First meeting with the speech-language pathologist to discuss their findings on the oral peripheral exam will help NACs generate more conversations that can then inform care planning, says Kinder. “Follow-up care-planning questions could include, for example, ‘Based on your findings on the oral peripheral exam, how can we assess an appropriate daily oral health and hygiene plan?’ and ‘What can the resident do for themselves?’ Speech-language pathologists can offer insights about potential problems and potential strengths to inform care planning.”
Including the resident in the conversation is also important, notes Kinder. “Nursing home staff are doers. While that is generally a positive, it also can on occasion create excessive disability when residents are admitted to the nursing home. This goes across all of the different activities of daily living, including oral care.”
Kinder offers this example: When a resident is admitted to a facility, the CNAs set up their room the same way they do for all residents, putting their underwear and socks in the top dresser drawer, their shirts in the closet, and their toiletries, including their toothbrush and toothpaste, in the bedside table. However, this resident has lived in the same home environment for 45 years, and they folded their t-shirts in the top drawer, separated their underwear in the second drawer and their socks in third drawer, and put their toothbrush and toothpaste by the bathroom sink.
“It’s not that this resident has an inability to complete the activities of daily living,” explains Kinder. “The issue is that the facility’s staff members have totally restructured their environment. Transitions from different environments cause increased stress, which can present as reduced cognitive ability. However, often the IDT can help orient the resident by asking the right questions: ‘What is your normal routine? How did you structure your environment? How did you complete your oral care previously?’”

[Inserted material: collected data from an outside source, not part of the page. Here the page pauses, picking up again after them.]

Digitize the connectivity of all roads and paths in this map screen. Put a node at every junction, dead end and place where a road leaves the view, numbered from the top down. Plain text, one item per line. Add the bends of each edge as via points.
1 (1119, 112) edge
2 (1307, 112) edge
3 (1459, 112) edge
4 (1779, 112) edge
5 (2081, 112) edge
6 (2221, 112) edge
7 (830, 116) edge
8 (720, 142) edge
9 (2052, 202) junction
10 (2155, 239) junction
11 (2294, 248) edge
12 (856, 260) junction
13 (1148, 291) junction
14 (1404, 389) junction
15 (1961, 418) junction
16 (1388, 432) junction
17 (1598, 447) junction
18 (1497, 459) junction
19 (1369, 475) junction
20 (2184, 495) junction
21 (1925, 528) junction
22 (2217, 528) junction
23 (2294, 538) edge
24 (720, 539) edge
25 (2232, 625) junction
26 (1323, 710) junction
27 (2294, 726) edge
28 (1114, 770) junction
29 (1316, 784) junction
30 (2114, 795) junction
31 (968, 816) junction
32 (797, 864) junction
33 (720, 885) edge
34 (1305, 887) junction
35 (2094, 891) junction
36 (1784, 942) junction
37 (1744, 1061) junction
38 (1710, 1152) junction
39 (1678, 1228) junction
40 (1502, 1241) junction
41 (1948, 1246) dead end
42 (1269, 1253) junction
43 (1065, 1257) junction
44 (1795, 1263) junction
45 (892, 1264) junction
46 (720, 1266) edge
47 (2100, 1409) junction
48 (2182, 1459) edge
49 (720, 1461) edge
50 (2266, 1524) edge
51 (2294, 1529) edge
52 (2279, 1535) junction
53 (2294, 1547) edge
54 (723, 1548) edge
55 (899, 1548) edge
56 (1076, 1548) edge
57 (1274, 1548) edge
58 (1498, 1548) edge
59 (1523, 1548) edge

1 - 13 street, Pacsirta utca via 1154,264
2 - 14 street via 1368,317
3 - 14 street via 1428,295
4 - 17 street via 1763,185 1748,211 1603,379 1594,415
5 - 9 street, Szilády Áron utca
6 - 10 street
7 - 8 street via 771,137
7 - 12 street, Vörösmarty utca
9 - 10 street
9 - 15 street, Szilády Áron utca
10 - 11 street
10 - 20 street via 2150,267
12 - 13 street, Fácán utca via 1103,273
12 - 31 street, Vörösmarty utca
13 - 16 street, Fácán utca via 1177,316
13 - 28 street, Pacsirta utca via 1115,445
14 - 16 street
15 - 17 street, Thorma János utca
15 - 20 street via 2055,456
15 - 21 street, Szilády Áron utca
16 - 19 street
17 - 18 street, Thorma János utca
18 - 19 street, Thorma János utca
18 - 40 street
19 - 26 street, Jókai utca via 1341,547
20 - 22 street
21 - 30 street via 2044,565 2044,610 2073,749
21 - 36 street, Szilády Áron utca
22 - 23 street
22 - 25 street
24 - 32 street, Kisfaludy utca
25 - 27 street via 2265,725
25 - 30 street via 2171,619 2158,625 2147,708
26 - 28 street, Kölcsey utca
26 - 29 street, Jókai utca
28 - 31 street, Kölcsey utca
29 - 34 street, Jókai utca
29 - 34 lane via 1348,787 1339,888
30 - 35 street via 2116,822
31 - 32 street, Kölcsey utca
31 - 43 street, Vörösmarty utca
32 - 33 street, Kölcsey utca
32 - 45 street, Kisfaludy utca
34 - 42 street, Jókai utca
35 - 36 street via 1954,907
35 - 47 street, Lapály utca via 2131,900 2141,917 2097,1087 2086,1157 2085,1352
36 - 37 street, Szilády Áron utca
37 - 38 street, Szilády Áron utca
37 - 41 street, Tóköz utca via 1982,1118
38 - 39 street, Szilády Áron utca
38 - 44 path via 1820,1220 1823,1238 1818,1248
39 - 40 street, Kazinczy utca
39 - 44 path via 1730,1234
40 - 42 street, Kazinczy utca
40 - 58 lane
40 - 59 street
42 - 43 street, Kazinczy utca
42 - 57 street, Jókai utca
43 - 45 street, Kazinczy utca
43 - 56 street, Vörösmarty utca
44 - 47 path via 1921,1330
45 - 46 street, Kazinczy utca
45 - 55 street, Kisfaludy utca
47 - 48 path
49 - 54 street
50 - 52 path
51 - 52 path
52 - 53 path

Armed with this knowledge, NACs can work with the resident, speech-language pathologist, and other IDT members to determine how to honor the resident’s preferences and maintain their function, says Kinder. “The IDT may even be able to help the resident return to their prior level of function. If, for example, the resident has had a stroke or an exacerbation of a disease process and now has right upper-extremity weakness that requires assistance with oral hygiene, knowing their previous routine helps the IDT structure that activity in a way that is meaningful to them and that can help them return to that prior level of function.”
Need help customizing care plans and training staff?
Oral care staff education and training resources include the following:
CMS provides the Head to Toe Infection Prevention Toolkit (ZIP), which addresses best practices in oral care and has resources for customizing oral care, including for residents with diabetes, residents with cognitive impairments, residents who recently had surgery or are short-stay, and residents who are receiving blood thinners.
Mouth Care Without a Battle offers continuing education credits for nurses and CNAs. While online CE requires a nominal fee, other resources are free, including a Mouth Care Basics Worksheet, Mouth Care Strategies for Resistive Behaviors, and other tools.
The Canadian suite, Brushing Up on Mouth Care, has multiple resources for long-term care and other continuing care providers, including assessment and care planning tools, care cards, and The Brushing Up Video Series:
o Brushing Techniques & Oral Health Products;
o Considerations for Palliative Care;
o Considerations for Dementia;
o Oral Health Assessment Tool (OHAT); and
o Oral Health Basics.
The University of Kentucky College of Dentistry’s Nursing Home Oral Health page has video and PowerPoint trainings, task lists for residents based on dental status, CNA competencies, pre-tests/post-tests, and other resources.
MDS Section L’s Role in the Review of Indicators for Five CAAs
Diseases and conditions that may be related to poor oral hygiene, oral infection:
Sores in mouth related to poor-fitting dentures (L0200C)
Diseases and conditions that may be related to communication problems:
Poor-fitting dentures (L0200)
Dental/oral problems (from Section L and physical assessment):
See Dental Care CAA
Broken or fractured teeth (L0200D)
Bleeding gums (L0200E)
Loose dentures, dentures causing sores (L0200A)
Lip or mouth lesions (for example, cold sores, fever blisters, oral abscess) (L0200C)
Mouth pain (L0200F)
Reason for tube feeding:
Unable to swallow or to eat food and unlikely to eat within a few days due to physical problems in chewing or swallowing (for example, stroke or Parkinson’s disease) (L0200F, K0100D)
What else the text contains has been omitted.